Nous voyons ainsi qu’en vertu de la disposition de leur nature les hommes sont généralement prêts à avoir de la commisération pour ceux qui sont malheureux et à envier ceux qui sont heureux, et que leur haine pour ces derniers est (Prop. préc.) d’autant plus grande qu’ils aiment davantage ce qu’ils imaginent dans la possession d’un autre. Nous voyons, en outre, que la même propriété de la nature humaine d’où suit qu’ils sont miséricordieux, fait aussi qu’ils sont envieux et ambitieux. Enfin, si nous voulions consulter l’expérience, nous éprouverions qu’elle nous enseigne tout cela, surtout si nous avions égard à nos premières années. L’expérience nous montre en effet que les enfants, dont le corps est continuellement comme en équilibre, rient ou pleurent par cela seul qu’ils voient d’autres personnes rire ou pleurer, tout ce qu’ils voient faire par autrui ils désirent aussitôt l’imiter, et ils désirent enfin tout ce à quoi ils imaginent que d’autres prennent plaisir ; c’est qu’en effet, nous l’avons dit, les images des choses sont les affections mêmes du Corps humain, c’est-à-dire les manières dont ce Corps est affecté par les causes extérieures et disposé à faire ceci ou cela. [*]

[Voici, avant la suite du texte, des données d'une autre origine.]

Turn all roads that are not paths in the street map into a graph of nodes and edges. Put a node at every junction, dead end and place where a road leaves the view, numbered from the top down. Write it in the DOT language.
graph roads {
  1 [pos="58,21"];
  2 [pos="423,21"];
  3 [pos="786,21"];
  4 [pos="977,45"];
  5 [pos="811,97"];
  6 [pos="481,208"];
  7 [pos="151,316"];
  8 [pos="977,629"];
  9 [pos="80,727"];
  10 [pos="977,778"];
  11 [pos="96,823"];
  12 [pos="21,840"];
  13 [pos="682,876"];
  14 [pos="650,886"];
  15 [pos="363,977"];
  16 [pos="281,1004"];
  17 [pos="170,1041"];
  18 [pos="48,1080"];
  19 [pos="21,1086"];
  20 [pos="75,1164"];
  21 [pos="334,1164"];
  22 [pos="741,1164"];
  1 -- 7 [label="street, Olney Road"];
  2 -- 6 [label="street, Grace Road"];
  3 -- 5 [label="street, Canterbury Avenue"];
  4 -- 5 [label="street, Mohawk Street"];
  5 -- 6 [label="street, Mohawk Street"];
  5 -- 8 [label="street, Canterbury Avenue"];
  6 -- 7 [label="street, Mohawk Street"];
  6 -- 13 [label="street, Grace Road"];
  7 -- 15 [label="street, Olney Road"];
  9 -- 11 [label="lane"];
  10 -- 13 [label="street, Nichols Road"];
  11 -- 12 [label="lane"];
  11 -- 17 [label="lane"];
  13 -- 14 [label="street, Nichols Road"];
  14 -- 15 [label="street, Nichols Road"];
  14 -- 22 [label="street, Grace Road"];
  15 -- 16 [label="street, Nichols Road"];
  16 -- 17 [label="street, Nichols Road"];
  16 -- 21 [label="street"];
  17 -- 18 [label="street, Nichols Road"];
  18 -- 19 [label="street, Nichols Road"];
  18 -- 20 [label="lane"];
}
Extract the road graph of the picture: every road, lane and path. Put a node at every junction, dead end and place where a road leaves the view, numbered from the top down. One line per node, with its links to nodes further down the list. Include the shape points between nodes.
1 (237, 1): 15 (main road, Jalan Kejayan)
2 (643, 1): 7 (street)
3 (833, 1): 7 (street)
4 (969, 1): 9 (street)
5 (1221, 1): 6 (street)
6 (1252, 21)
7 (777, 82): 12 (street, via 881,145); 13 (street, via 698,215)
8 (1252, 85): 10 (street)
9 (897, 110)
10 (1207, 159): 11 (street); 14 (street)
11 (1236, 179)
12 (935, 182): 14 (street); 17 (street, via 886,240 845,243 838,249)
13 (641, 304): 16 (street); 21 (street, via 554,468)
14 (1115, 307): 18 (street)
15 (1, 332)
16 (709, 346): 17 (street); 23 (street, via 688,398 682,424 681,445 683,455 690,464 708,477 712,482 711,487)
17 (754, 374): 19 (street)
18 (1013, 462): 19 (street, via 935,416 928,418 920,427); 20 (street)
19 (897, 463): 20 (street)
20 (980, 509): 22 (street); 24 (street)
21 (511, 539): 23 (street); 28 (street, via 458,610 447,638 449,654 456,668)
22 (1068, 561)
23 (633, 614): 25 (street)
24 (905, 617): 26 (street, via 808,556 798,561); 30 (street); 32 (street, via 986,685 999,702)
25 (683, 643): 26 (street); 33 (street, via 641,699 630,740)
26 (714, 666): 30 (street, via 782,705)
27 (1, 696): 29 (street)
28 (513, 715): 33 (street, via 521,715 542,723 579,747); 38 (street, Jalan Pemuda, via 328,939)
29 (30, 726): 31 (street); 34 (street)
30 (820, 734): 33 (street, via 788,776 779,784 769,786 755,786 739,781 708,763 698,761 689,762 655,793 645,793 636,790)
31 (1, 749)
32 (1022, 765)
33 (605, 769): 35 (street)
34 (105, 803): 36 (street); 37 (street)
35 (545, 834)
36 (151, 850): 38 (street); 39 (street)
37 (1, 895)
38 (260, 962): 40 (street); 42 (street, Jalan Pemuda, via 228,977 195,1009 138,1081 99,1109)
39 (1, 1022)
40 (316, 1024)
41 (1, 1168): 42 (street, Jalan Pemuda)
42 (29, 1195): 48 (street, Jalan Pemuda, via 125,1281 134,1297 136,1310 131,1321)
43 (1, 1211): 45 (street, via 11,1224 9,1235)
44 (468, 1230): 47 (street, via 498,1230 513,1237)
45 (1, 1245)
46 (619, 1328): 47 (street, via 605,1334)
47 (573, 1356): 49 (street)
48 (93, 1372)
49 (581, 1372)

Videmus itaque, cum hominum natura plerumque ita comparatum esse ut eorum quibus male est, misereantur et quibus bene est, invideant et (per propositionem præcedentem) eo majore odio quo rem qua alium potiri imaginantur, magis amant. Videmus deinde ex eadem naturæ humanæ proprietate ex qua sequitur homines esse misericordes, sequi etiam eosdem esse invidos et ambitiosos. Denique si ipsam experientiam consulere velimus, ipsam hæc omnia docere experiemur præsertim si ad priores nostræ ætatis annos attenderimus. Nam pueros quia eorum corpus continuo veluti in æquilibrio est, ex hoc solo ridere vel flere experimur quod alios ridere vel flere vident et quicquid præterea vident alios facere, id imitari statim cupiunt et omnia denique sibi cupiunt quibus alios delectari imaginantur ; nimirum quia rerum imagines uti diximus sunt ipsæ humani corporis affectiones sive modi quibus corpus humanum a causis externis afficitur disponiturque ad hoc vel illud agendum.

[*(Saisset :) Nous voyons, par ce qui précède, que la nature humaine est ainsi faite qu’elle réunit presque toujours à la pitié pour ceux qui souffrent l’envie pour ceux qui sont heureux, et que notre haine à l’égard de ceux-ci est d’autant plus forte (par la Propos. précéd.) que nous aimons davantage ce que nous voyons en leur possession. Nous devons aussi comprendre que cette même propriété de la nature humaine qui fait les hommes miséricordieux met en leur âme l’envie et l’ambition. Consultez maintenant l’expérience ; elle vous donnera les mêmes leçons, surtout si vous regardez aux premiers âges de la vie. Ainsi les enfants, dont le corps est continuellement en équilibre, pour ainsi dire, rient et pleurent par cela seul qu’ils voient rire et pleurer ; ce qu’ils voient faire aux autres, ils désirent incontinent l’imiter ; tout ce qu’ils croient agréable aux autres, ils le convoitent pour eux-mêmes ; tant il est vrai que les images des choses, comme nous l’avons dit, ce sont les affections mêmes du corps humain, ou les modifications dont il est affecté par les causes extérieures, et qui le déterminent à agir de telle ou telle façon.